One evening Thomas Hilliard was putting his bag in the car, getting ready to return to the city. He was in a hurry, for the sky was darkening; the wind had broken the surface of the lake into choppy little waves with the whitecaps, and soon it would rain. A gust of wind slammed an open window. Above the noise of the water on the beach, he heard his wife’s voice calling, rising eagerly as it went farther away from the house.
She was calling, “Just a minute, Joe,” and she was running down to the gate by the lane, with the wind blowing her short fair hair back from her head as she ran.
At the gate a young man was getting out of a car, waving his hand to her like an old friend, and calling: “Did you want to speak to me, Mrs. Hilliard?”
“I wanted to ask you to do something for me,” she said.

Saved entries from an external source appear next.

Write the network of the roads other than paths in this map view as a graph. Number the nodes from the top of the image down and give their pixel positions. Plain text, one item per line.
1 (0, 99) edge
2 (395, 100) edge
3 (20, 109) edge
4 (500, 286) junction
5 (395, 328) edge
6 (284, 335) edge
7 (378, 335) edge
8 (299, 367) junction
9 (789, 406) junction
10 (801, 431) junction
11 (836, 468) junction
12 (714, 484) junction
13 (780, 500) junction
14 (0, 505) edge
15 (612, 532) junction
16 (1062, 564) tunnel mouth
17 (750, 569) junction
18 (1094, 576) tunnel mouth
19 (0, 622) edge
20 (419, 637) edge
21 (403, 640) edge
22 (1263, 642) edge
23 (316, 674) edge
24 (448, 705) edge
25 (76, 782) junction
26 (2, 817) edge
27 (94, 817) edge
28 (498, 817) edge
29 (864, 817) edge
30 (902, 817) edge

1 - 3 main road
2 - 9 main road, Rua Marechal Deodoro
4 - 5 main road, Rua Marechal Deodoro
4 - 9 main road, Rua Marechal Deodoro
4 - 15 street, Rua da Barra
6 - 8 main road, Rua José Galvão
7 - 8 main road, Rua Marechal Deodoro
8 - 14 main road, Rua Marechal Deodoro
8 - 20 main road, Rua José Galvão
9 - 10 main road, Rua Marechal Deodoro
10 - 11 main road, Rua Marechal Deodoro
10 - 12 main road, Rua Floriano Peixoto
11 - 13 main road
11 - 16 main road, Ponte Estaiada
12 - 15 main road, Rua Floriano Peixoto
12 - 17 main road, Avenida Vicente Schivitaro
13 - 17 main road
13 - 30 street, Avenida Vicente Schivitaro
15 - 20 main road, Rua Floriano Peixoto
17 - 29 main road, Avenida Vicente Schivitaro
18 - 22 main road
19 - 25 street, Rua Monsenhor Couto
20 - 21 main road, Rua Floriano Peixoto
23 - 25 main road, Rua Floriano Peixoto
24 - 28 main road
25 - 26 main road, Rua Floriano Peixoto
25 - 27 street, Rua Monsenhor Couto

The young man, laughing, lifted a large green bass from a pail in the back of his car, and he said: “I caught it not more than half an hour ago. Will you take it, Mrs. Hilliard?”
“Isn’t it a beauty!” she said, holding it out at arm’s length on the stick he had thrust through the jaws. “You shouldn’t be giving such a beauty away.” And she laughed, a free careless laugh that was carried up to the house on the wind.

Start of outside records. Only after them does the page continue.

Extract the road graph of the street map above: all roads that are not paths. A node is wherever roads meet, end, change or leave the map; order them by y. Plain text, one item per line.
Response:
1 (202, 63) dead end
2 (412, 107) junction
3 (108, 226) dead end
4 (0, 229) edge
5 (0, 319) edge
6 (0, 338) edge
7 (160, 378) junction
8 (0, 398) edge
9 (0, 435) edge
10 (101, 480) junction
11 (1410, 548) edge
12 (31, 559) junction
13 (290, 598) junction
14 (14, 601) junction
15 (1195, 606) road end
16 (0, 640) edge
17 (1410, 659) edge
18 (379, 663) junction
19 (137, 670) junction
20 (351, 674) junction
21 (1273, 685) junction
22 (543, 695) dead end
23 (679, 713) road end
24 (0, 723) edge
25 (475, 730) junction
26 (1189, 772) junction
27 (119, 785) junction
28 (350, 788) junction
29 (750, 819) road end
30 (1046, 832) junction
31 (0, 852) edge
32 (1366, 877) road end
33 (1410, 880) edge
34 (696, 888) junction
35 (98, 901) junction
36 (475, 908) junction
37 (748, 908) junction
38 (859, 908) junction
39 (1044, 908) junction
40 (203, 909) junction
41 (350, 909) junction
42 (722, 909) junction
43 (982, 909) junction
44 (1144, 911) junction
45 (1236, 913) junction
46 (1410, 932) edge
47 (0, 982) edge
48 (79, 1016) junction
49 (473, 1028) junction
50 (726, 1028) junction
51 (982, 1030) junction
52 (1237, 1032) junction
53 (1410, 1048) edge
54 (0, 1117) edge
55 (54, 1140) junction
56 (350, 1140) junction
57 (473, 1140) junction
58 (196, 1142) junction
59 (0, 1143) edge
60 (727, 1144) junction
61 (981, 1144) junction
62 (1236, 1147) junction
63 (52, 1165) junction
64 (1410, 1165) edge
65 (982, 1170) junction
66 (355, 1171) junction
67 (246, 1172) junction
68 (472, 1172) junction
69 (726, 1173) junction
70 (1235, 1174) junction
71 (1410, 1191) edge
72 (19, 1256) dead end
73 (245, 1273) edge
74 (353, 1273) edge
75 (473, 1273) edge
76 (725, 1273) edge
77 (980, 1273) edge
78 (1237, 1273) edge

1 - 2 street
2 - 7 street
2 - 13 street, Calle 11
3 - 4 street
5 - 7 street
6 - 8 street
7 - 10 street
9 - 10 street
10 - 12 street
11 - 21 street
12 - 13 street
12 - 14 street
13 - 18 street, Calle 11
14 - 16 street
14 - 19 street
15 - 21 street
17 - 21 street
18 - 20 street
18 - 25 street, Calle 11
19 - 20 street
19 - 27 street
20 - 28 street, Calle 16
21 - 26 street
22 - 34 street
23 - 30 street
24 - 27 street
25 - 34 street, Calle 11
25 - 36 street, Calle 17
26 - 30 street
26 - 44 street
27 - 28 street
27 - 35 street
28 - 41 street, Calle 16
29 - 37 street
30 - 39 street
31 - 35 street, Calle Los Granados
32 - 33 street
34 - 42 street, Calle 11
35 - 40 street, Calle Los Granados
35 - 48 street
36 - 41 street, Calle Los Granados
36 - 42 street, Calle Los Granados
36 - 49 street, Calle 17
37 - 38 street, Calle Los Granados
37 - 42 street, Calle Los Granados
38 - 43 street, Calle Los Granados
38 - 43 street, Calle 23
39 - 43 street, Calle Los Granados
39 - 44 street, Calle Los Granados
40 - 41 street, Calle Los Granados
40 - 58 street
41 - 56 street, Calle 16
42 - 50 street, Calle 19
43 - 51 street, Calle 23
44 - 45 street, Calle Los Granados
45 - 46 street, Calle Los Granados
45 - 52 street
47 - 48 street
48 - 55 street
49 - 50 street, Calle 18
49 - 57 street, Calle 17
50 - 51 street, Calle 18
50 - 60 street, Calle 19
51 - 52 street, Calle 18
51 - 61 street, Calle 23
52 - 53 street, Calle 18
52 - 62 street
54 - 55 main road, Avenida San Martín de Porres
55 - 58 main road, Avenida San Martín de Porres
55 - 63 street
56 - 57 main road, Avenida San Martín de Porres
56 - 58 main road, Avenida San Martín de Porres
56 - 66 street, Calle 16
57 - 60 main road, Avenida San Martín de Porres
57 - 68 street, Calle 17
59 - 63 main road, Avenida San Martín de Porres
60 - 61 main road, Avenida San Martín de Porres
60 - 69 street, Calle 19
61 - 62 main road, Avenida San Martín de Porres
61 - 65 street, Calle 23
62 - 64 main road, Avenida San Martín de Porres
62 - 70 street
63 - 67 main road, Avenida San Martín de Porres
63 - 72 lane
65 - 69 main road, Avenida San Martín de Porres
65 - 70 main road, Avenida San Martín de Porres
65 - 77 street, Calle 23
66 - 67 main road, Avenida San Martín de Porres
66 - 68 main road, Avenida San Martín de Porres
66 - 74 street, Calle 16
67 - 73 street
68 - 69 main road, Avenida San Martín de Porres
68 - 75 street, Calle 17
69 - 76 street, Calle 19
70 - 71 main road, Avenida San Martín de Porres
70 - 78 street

For a while there was nothing Thomas Hilliard could hear but the murmur of his wife’s voice mixed with the murmur of the young man’s voice; but the way the laughter had poured out of her, and the look of pleasure on the young man’s face, made him tense with resentme
nt. He began to feel sure he had been actually thinking of that one man for months without ever naming him, that he had even been wondering about him while he was packing his bag and thinking of the drive into the city. Why was the young man so friendly that first time he had stopped them, on the main street of the town, when they were doing their weekend shopping, to explain that his name was Joe Whaley and he was their neighbor? That was something he had been wondering about for a long time. And every afternoon when Joe Whaley was offshore in his motorboat, he used to stand up and wave to them, the length of his lean young body outlined against the sky. It was as though all these things had been laid aside in Thomas Hilliard’s head, to be given a sudden meaning now in the eager laughter of his wife, in her voice calling, and the pleasure on the young man’s face.

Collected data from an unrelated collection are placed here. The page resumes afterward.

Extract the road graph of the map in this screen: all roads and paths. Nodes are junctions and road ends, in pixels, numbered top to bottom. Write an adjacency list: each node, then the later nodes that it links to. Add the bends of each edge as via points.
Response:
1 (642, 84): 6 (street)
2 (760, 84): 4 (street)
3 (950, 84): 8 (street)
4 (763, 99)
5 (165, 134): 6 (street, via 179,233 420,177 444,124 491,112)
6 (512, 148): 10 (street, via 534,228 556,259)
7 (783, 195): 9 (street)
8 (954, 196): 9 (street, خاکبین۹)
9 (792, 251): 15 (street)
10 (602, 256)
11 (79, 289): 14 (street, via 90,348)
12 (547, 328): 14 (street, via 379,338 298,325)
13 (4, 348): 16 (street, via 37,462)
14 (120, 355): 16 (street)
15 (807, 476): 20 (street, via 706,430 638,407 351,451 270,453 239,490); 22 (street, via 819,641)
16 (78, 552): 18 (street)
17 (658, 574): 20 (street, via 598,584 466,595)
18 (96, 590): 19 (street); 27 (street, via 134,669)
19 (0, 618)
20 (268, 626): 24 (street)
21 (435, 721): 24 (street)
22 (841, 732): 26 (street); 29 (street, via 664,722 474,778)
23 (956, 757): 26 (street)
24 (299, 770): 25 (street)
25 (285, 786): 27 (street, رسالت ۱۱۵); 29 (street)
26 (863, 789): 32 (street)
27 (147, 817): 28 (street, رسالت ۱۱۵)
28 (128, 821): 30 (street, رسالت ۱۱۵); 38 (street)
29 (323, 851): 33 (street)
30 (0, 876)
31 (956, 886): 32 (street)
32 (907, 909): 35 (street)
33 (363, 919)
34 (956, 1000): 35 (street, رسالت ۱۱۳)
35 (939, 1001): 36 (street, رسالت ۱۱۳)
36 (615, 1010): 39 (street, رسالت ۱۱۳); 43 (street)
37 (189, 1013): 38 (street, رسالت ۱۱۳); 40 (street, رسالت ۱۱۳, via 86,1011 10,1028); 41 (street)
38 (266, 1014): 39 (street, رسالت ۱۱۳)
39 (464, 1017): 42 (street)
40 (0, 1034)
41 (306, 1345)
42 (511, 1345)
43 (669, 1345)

He became so excited that he started to run down to the gate; and as he ran, his face was full of yearning and despair. They watched him coming, looking at each other doubtfully. When his wife saw how old and broken he looked, she suddenly dropped the fish in the dust of the road.
“Hey, there! Wait a minute,” he was calling to the young man, who had turned away awkwardly.
“Did you want to speak to me, Mr. Hilliard?” Joe Whaley said.
“Is there something you want?” Hilliard asked.
“I just stopped a moment to give you people the fish.”
“I’d like to know, that’s all,” Hilliard said, and he smiled foolishly.
The young man, who was astonished, mumbled some kind of an apology and got into his car. He drove up the lane with the engine racing, and the strong wind from the lake whirling the dust in a cloud across the fields.